--- Required action ---
Extract all of the entries and set them down verbatim.
-- Supplied data follows --
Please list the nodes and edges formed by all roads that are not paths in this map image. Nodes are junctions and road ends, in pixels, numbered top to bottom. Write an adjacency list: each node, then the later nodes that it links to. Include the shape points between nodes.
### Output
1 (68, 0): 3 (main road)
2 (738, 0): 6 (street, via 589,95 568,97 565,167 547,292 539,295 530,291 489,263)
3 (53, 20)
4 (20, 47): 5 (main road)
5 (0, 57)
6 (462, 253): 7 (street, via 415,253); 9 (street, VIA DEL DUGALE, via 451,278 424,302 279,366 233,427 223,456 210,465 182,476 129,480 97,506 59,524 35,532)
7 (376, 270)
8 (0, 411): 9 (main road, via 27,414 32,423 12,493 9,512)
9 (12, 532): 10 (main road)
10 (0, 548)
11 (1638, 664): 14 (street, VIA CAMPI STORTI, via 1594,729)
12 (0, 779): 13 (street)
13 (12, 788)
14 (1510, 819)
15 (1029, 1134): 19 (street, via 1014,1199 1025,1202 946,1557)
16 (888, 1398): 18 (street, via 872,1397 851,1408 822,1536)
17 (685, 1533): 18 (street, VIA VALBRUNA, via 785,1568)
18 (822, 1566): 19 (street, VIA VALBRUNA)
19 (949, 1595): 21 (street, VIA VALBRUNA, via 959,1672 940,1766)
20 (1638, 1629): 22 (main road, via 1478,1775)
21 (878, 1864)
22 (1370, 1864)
-- Supplied data concluded --
--- Your solution ---
Please list the nodes and edges formed by all roads that are not paths in this map image. Nodes are junctions and road ends, in pixels, numbered top to bottom. Write an adjacency list: each node, then the later nodes that it links to. Include the shape points between nodes.
### Output
1 (68, 0): 3 (main road)
2 (738, 0): 6 (street, via 589,95 568,97 565,167 547,292 539,295 530,291 489,263)
3 (53, 20)
4 (20, 47): 5 (main road)
5 (0, 57)
6 (462, 253): 7 (street, via 415,253); 9 (street, VIA DEL DUGALE, via 451,278 424,302 279,366 233,427 223,456 210,465 182,476 129,480 97,506 59,524 35,532)
7 (376, 270)
8 (0, 411): 9 (main road, via 27,414 32,423 12,493 9,512)
9 (12, 532): 10 (main road)
10 (0, 548)
11 (1638, 664): 14 (street, VIA CAMPI STORTI, via 1594,729)
12 (0, 779): 13 (street)
13 (12, 788)
14 (1510, 819)
15 (1029, 1134): 19 (street, via 1014,1199 1025,1202 946,1557)
16 (888, 1398): 18 (street, via 872,1397 851,1408 822,1536)
17 (685, 1533): 18 (street, VIA VALBRUNA, via 785,1568)
18 (822, 1566): 19 (street, VIA VALBRUNA)
19 (949, 1595): 21 (street, VIA VALBRUNA, via 959,1672 940,1766)
20 (1638, 1629): 22 (main road, via 1478,1775)
21 (878, 1864)
22 (1370, 1864)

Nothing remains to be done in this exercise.